Statistical analysis further indicates the polymorphic rates of the three repeat classes of microsatellites analyzed are significantly different (Table 5). Here, “polymorphism rate” refers to the proportion of microsatellites in a given class that were shown to be polymorphic among individuals from the two strains of X. tropicalis.
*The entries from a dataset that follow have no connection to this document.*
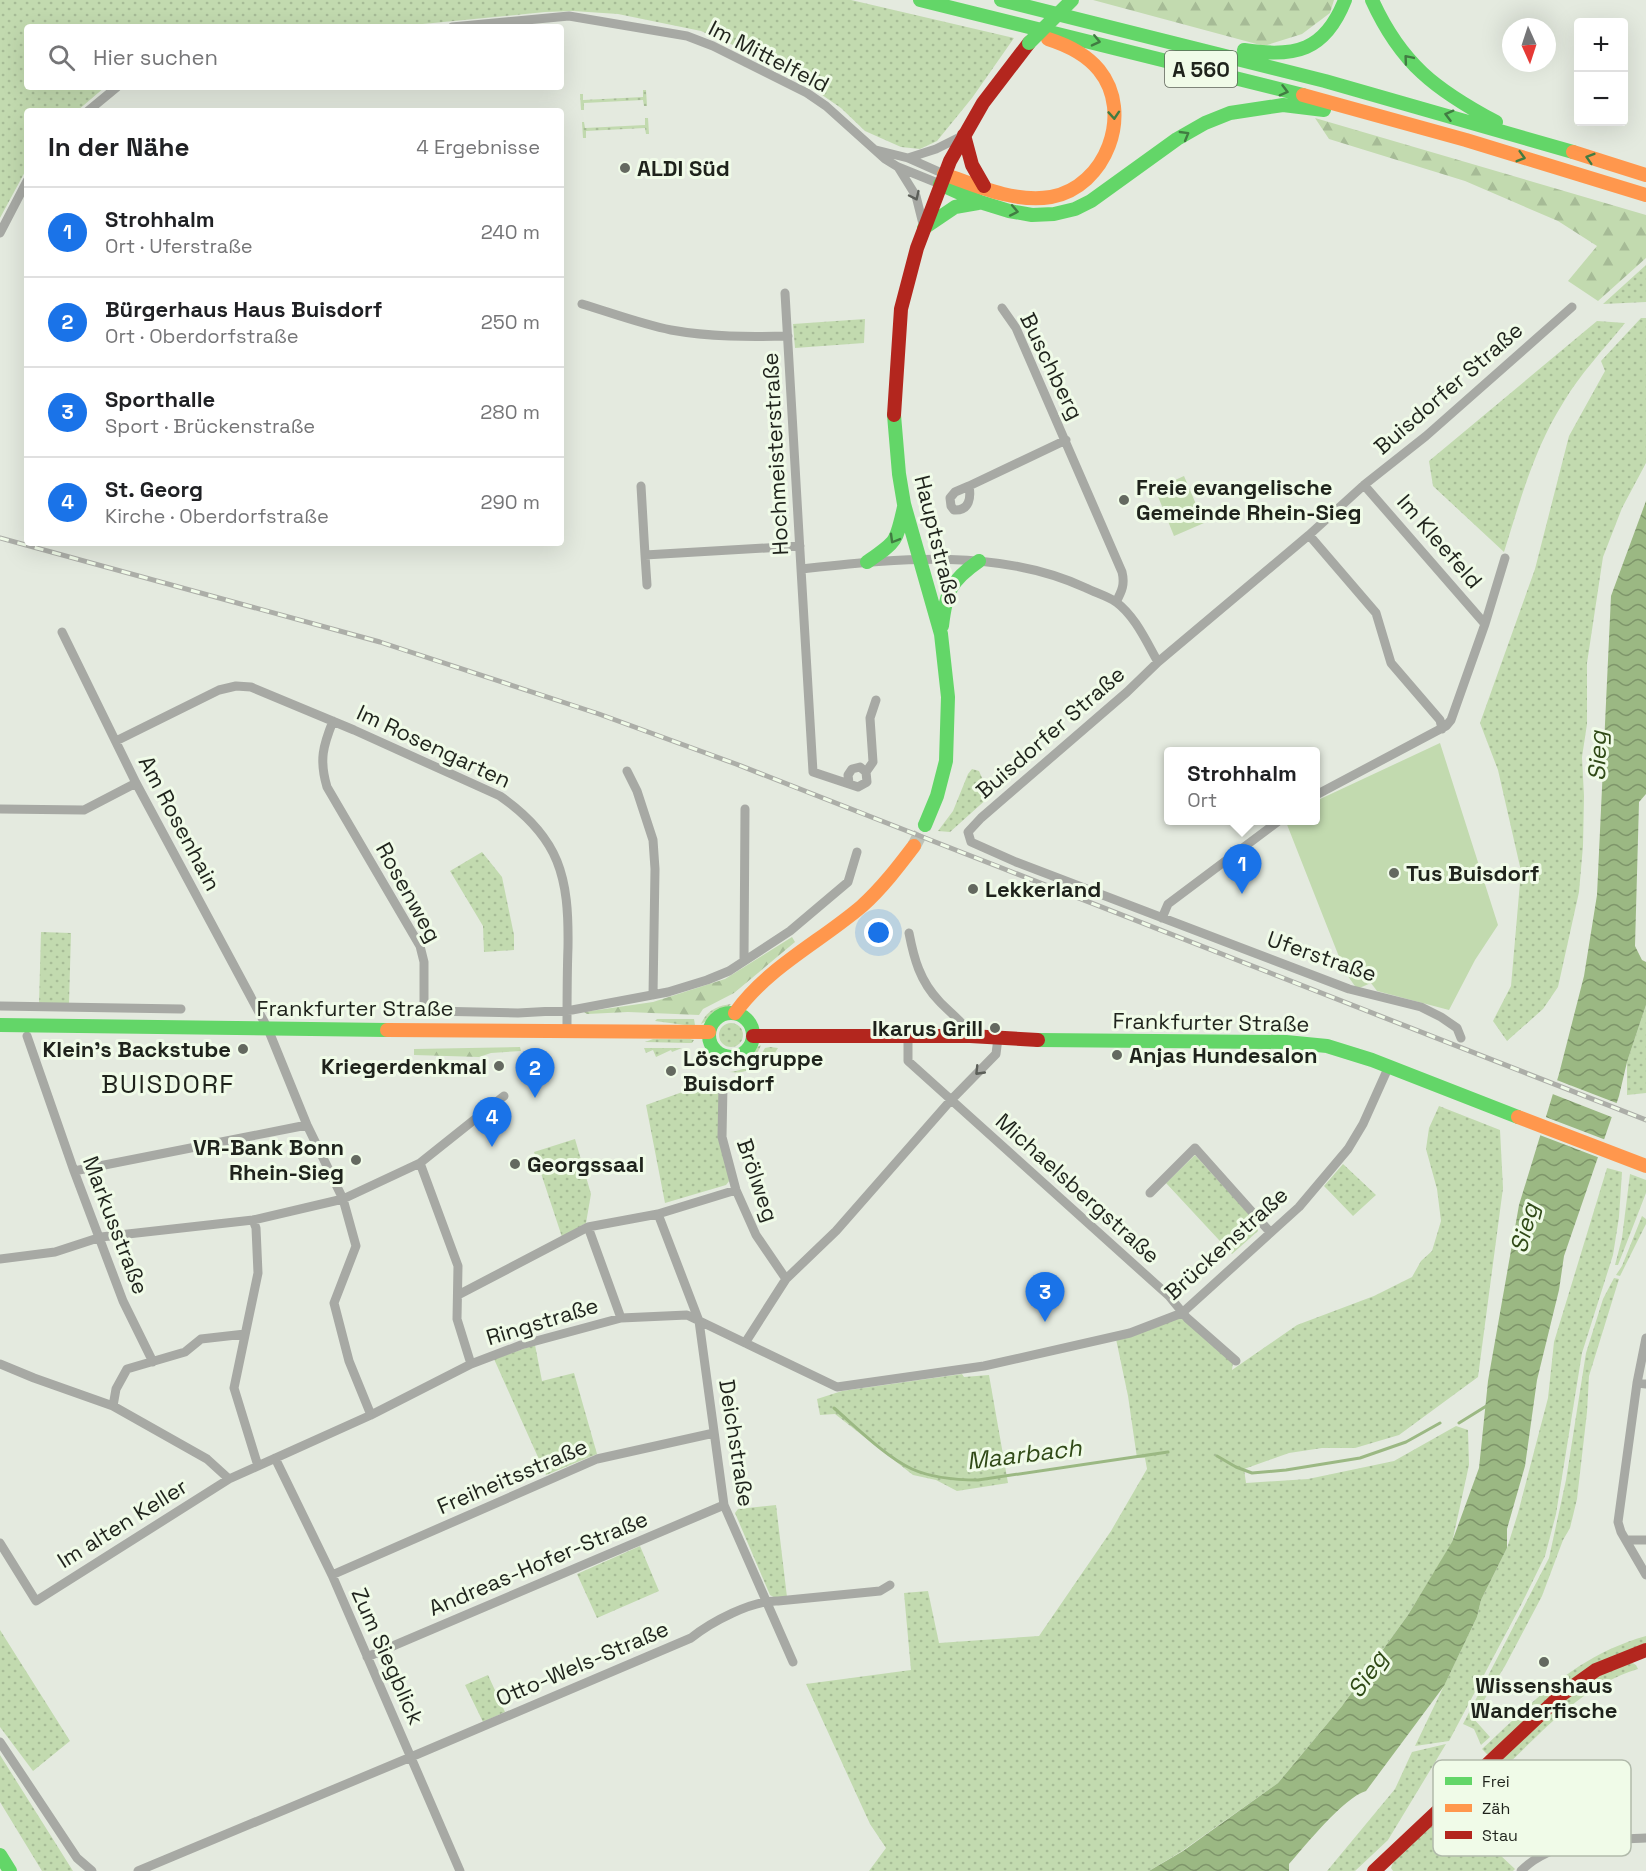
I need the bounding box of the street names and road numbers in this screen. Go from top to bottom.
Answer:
street label: Im Mittelfeld [704,14,834,98]
road number: A 560 [1165,51,1237,87]
street label: Buschberg [1014,308,1090,424]
street label: Buisdorfer Straße [1368,316,1528,460]
street label: Hochmeisterstraße [756,352,794,556]
street label: Hauptstraße [908,472,968,608]
street label: Im Kleefeld [1391,488,1489,594]
street label: Buisdorfer Straße [970,660,1130,804]
street label: Im Rosengarten [352,698,516,794]
street label: Am Rosenhain [133,751,227,895]
street label: Rosenweg [370,837,448,947]
street label: Uferstraße [1264,924,1380,988]
street label: Frankfurter Straße [257,994,453,1022]
street label: Frankfurter Straße [1112,1006,1310,1038]
street label: Michaelsbergstraße [990,1107,1166,1269]
street label: Brölweg [731,1135,785,1225]
street label: Markusstraße [77,1152,155,1298]
street label: Brückenstraße [1159,1180,1293,1306]
street label: Ringstraße [483,1291,601,1351]
street label: Deichstraße [713,1377,761,1509]
street label: Freiheitsstraße [433,1432,591,1520]
street label: Im alten Keller [52,1472,192,1574]
street label: Andreas-Hofer-Straße [424,1504,652,1622]
street label: Zum Siegblick [345,1583,431,1729]
street label: Otto-Wels-Straße [491,1614,673,1712]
The pairwise comparisons show that tetranucleotide microsatellites have the highest polymorphic rates, significantly higher than dinucleotide and trinucleotide microsatellites (p < 0.01). Specifically within the Class II markers, tetranucleotide microsatellites also exhibit the highest rate of polymorphism; however, this difference is significant only for dinucleotide microsatellites (p < 0.01), and not for trinucleotide microsatellites. In Class I markers tetranucleotide microsatellites also exhibit a significantly higher polymorphism rate than trinucleotide loci (p < 0.05). However the polymorphism rate for tetranucleotide microsatellites was not seen to be significantly higher than dinucleotide microsatellites (p = 0.21).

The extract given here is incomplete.